Wasabi Special

A very special plant in Japan used in many ways

By Elena Lisina    - 3 min read

Wasabi is often called Japanese horseradish although horseradish is a different plant. Wasabi grows naturally along streams and in mountain river valleys in Japan. Wasabi is generally sold either as a stem, which must be very finely grated before use, as dried powder in large quantities, or as a ready-to-use paste. Fresh wasabi leaves can be eaten, having the spicy flavor of wasabi stems. Wasabi is difficult to cultivate, and that makes it quite expensive. Outside of Japan, it is rare to find real wasabi plants.

As wasabi is something really Japanese, I was interested to learn more about it, and my friends took me to a special place in Nagano. The Daio Wasabi Farm or Nōjō in Azumino City near Matsumoto is one of Japan's largest wasabi farms. The farm has multiple large fields with a meticulously maintained network of small streams that constantly provides each wasabi plant with clear, flowing water from the mountains called “Japanese Alps”. Only under such pristine conditions is wasabi cultivation possible. From May to October, the fields are protected from the sun by black tarp sheets.

The farm has been developed for tourists with walking trails between the fields. Within the farm stands the Daio Shrine, which enshrines the spirit of an ancient local hero, Hachimen Daio, after which the farm has been named and who is considered the farm's protector. Nearby the shrine is also a small cave related to the local hero's legend.

The farm features different shops suggesting wide variety of wasabi related products, including fresh wasabi, wasabi paste, wasabi flavored  crackers, wasabi soba, wasabi sausages, wasabi dressing, wasabi beer, wasabi juice, wasabi soft cream and even wasabi chocolate! The Daio Farm’s restaurant serves dishes with wasabi, including such different dishes as tempura wasabi leaves.

I visited Daio Wasabi Farm on a sunny day in early April. The views of Azumino and Japanese Alps around were really stunning, so I enjoyed my visit very much!

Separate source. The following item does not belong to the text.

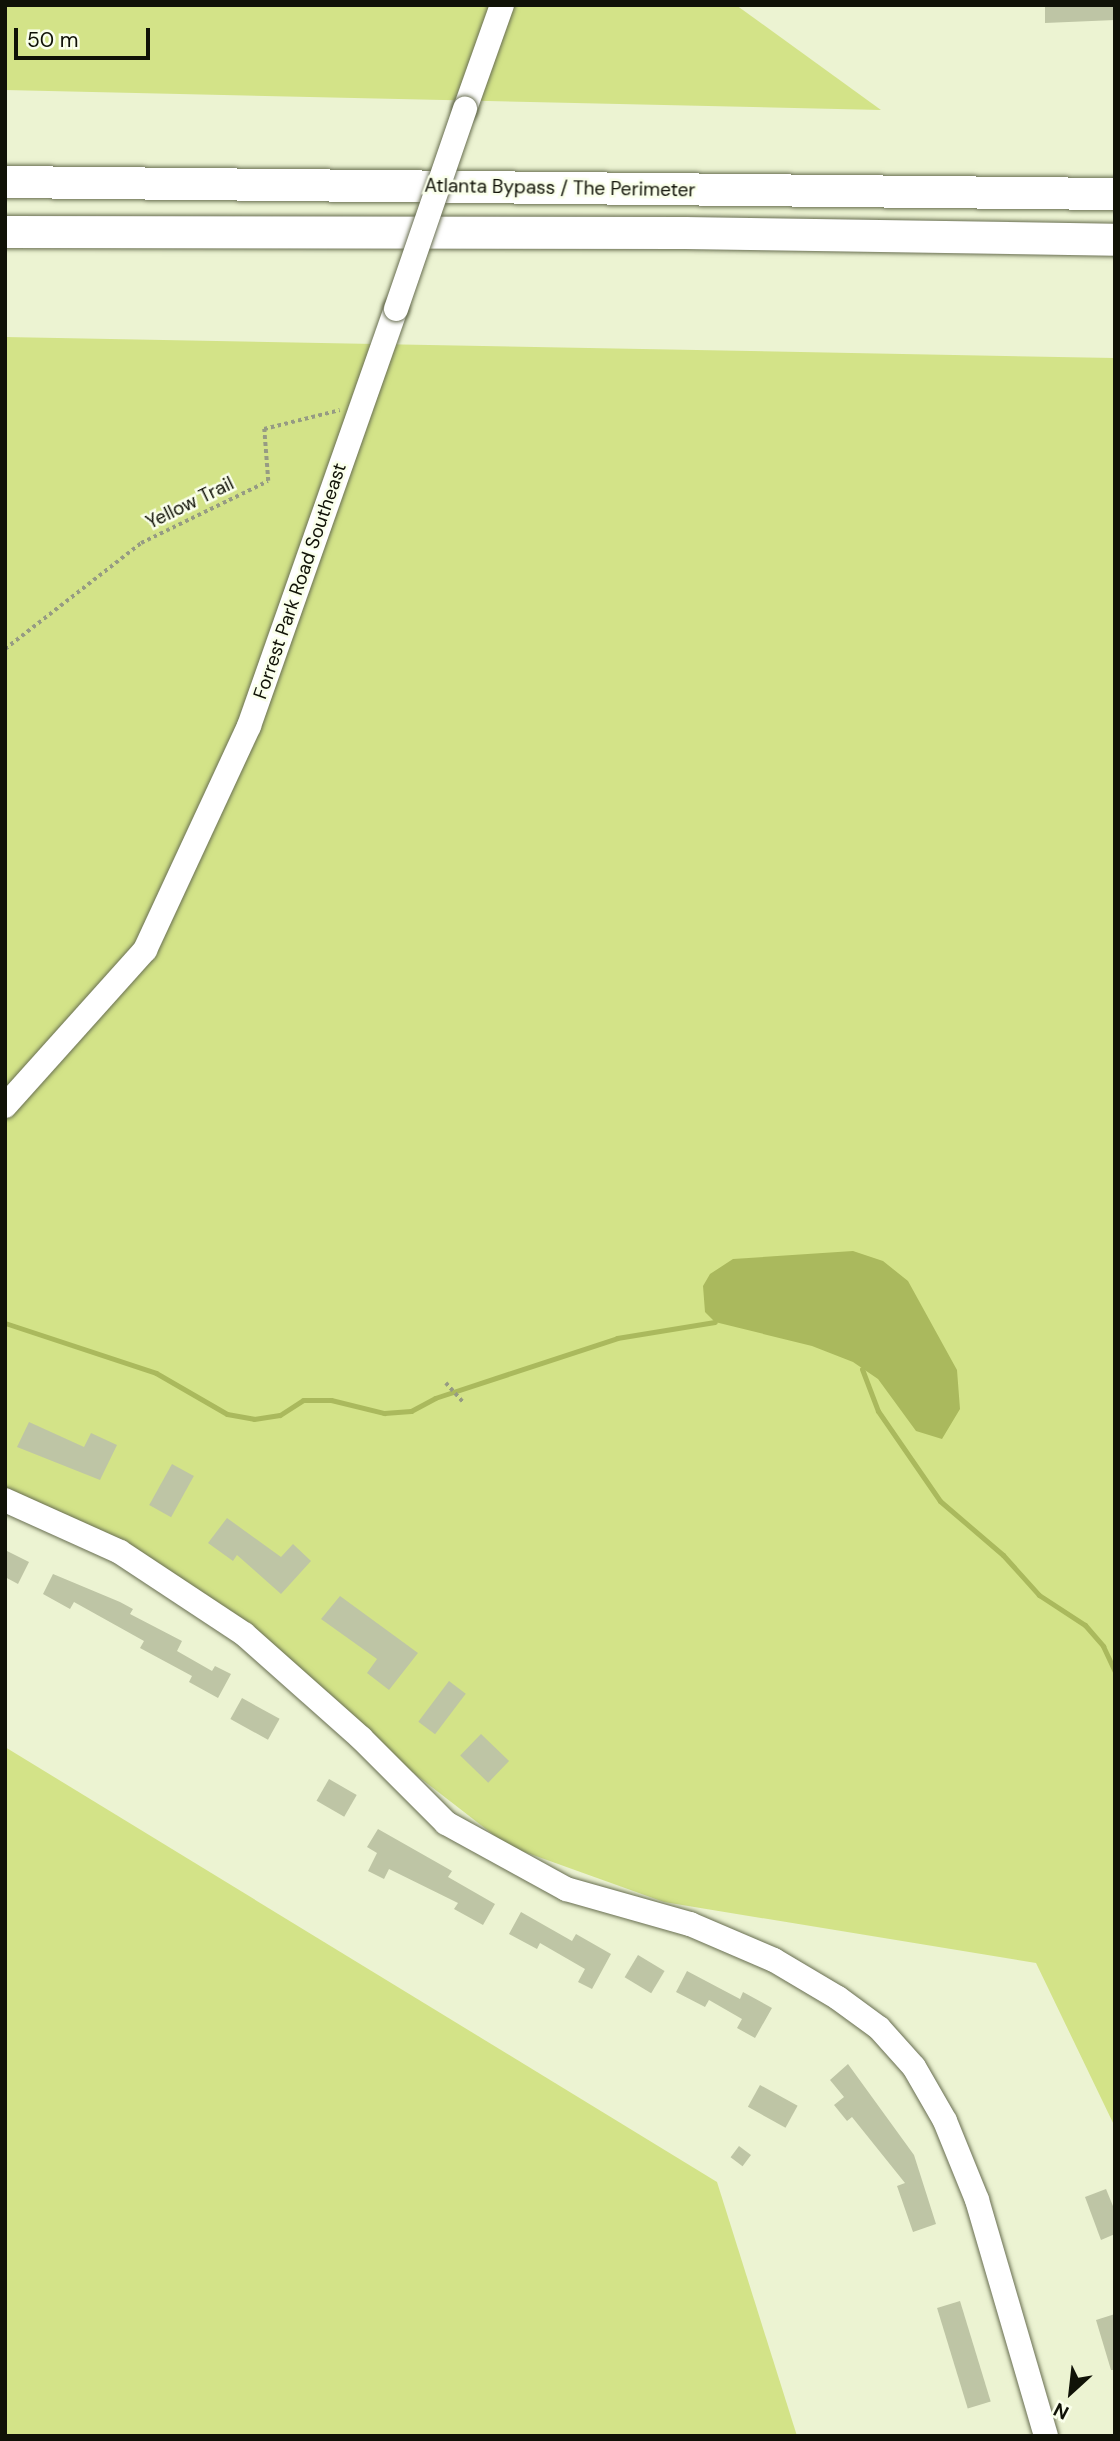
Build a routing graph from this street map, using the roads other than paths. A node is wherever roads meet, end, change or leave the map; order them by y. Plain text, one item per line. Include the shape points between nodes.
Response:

To reach Daio Wasabi Farm, take JR Oito Line from Matsumoto to Hotaka Station (30 minutes, ¥320 one way, 1-2 trains/hour). From there, the wasabi farm can be reached in a ten minute taxi ride (approximately ¥1300 one way). On weekends and holidays from mid April through October, there is a loop bus for tourists that connects Hotaka Station with the Daio Farm (10 minutes, ¥500 per ride).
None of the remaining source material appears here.